• _PROBLEM REQUIREMENTS_: Your response should consist of the entries below, reproduced exactly and without their images.

(Beginning of DATA RECORDS)

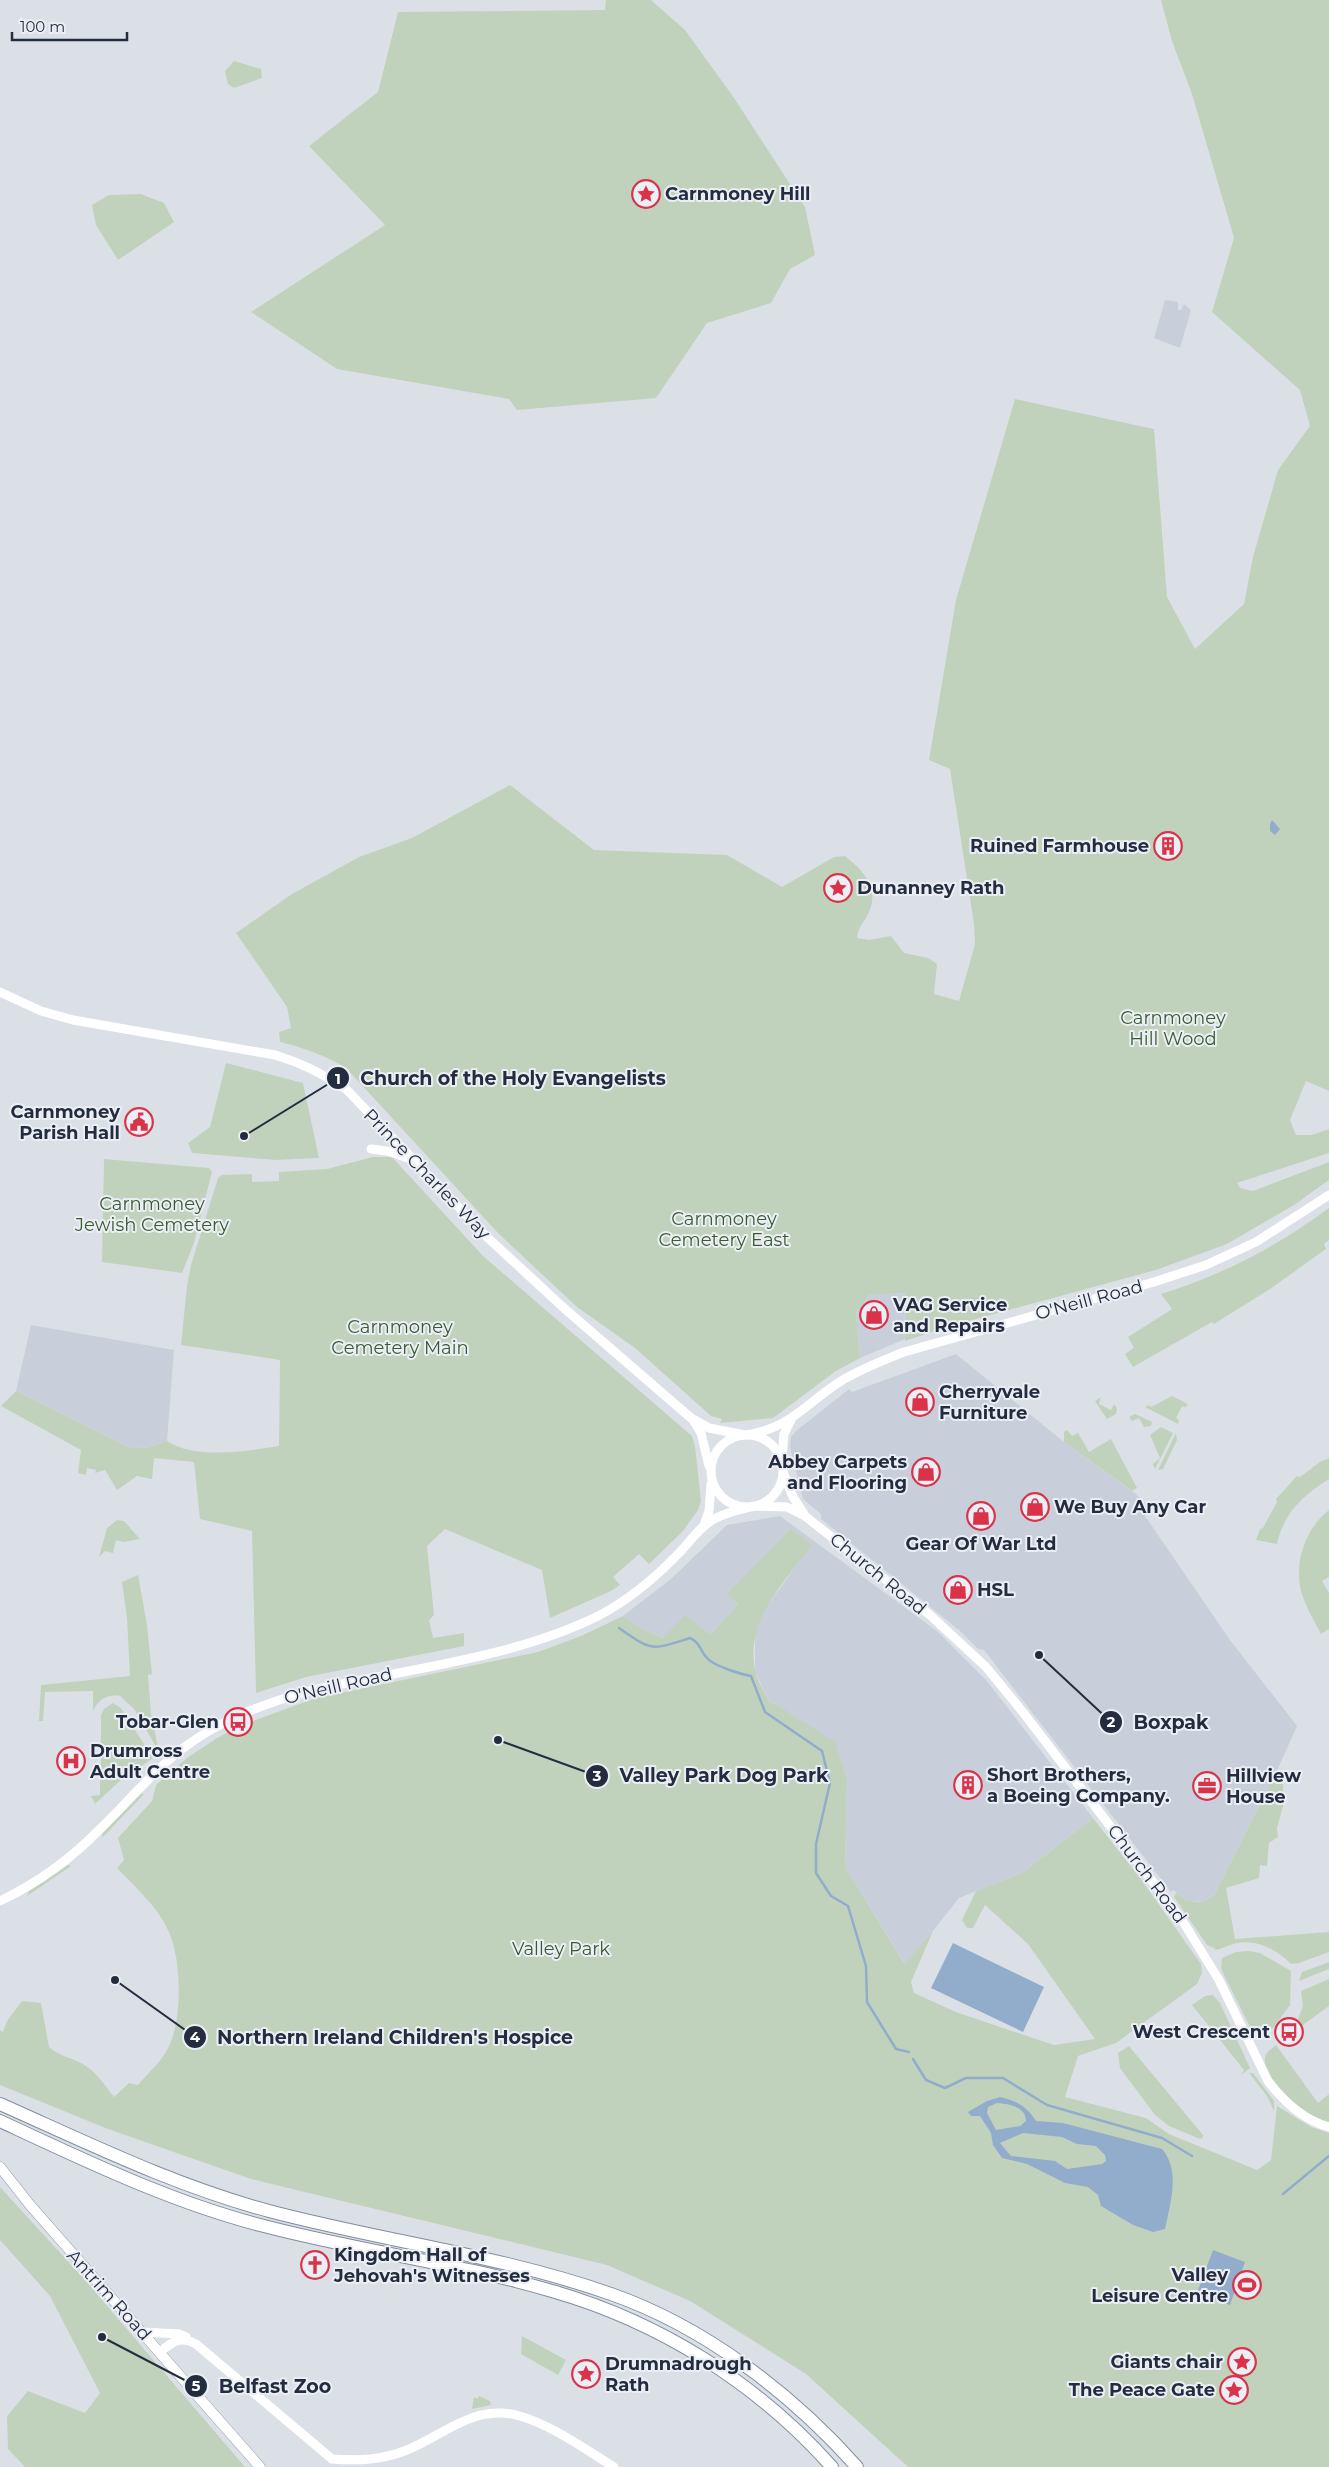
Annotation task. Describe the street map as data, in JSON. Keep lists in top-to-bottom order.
{
  "streets": {
    "main road": ["Antrim Road"],
    "street": ["Prince Charles Way", "O'Neill Road", "Church Road"]
  },
  "crossings": [
    ["Prince Charles Way", "O'Neill Road"],
    ["Prince Charles Way", "Church Road"],
    ["O'Neill Road", "Church Road"]
  ],
  "parks": [
    "Carnmoney Hill Wood",
    "Carnmoney Jewish Cemetery",
    "Carnmoney Cemetery East",
    "Carnmoney Cemetery Main",
    "Valley Park"
  ],
  "places": {
    "place": [
      "Carnmoney Hill",
      "Dunanney Rath",
      "Giants chair",
      "Drumnadrough Rath",
      "The Peace Gate"
    ],
    "building": ["Ruined Farmhouse", "Short Brothers, a Boeing Company."],
    "public building": ["Carnmoney Parish Hall"],
    "other": [
      "Church of the Holy Evangelists",
      "Boxpak",
      "Valley Park Dog Park",
      "Northern Ireland Children's Hospice",
      "Belfast Zoo"
    ],
    "shop": [
      "VAG Service and Repairs",
      "Cherryvale Furniture",
      "Abbey Carpets and Flooring",
      "We Buy Any Car",
      "Gear Of War Ltd",
      "HSL"
    ],
    "bus stop": ["Tobar-Glen", "West Crescent"],
    "hospital": ["Drumross Adult Centre"],
    "office": ["Hillview House"],
    "church": ["Kingdom Hall of Jehovah's Witnesses"],
    "sports": ["Valley Leisure Centre"]
  },
  "scale_bar": "100 m"
}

(End of DATA RECORDS)

• _THE ANSWER_:
Annotation task. Describe the street map as data, in JSON. Keep lists in top-to-bottom order.
{
  "streets": {
    "main road": ["Antrim Road"],
    "street": ["Prince Charles Way", "O'Neill Road", "Church Road"]
  },
  "crossings": [
    ["Prince Charles Way", "O'Neill Road"],
    ["Prince Charles Way", "Church Road"],
    ["O'Neill Road", "Church Road"]
  ],
  "parks": [
    "Carnmoney Hill Wood",
    "Carnmoney Jewish Cemetery",
    "Carnmoney Cemetery East",
    "Carnmoney Cemetery Main",
    "Valley Park"
  ],
  "places": {
    "place": [
      "Carnmoney Hill",
      "Dunanney Rath",
      "Giants chair",
      "Drumnadrough Rath",
      "The Peace Gate"
    ],
    "building": ["Ruined Farmhouse", "Short Brothers, a Boeing Company."],
    "public building": ["Carnmoney Parish Hall"],
    "other": [
      "Church of the Holy Evangelists",
      "Boxpak",
      "Valley Park Dog Park",
      "Northern Ireland Children's Hospice",
      "Belfast Zoo"
    ],
    "shop": [
      "VAG Service and Repairs",
      "Cherryvale Furniture",
      "Abbey Carpets and Flooring",
      "We Buy Any Car",
      "Gear Of War Ltd",
      "HSL"
    ],
    "bus stop": ["Tobar-Glen", "West Crescent"],
    "hospital": ["Drumross Adult Centre"],
    "office": ["Hillview House"],
    "church": ["Kingdom Hall of Jehovah's Witnesses"],
    "sports": ["Valley Leisure Centre"]
  },
  "scale_bar": "100 m"
}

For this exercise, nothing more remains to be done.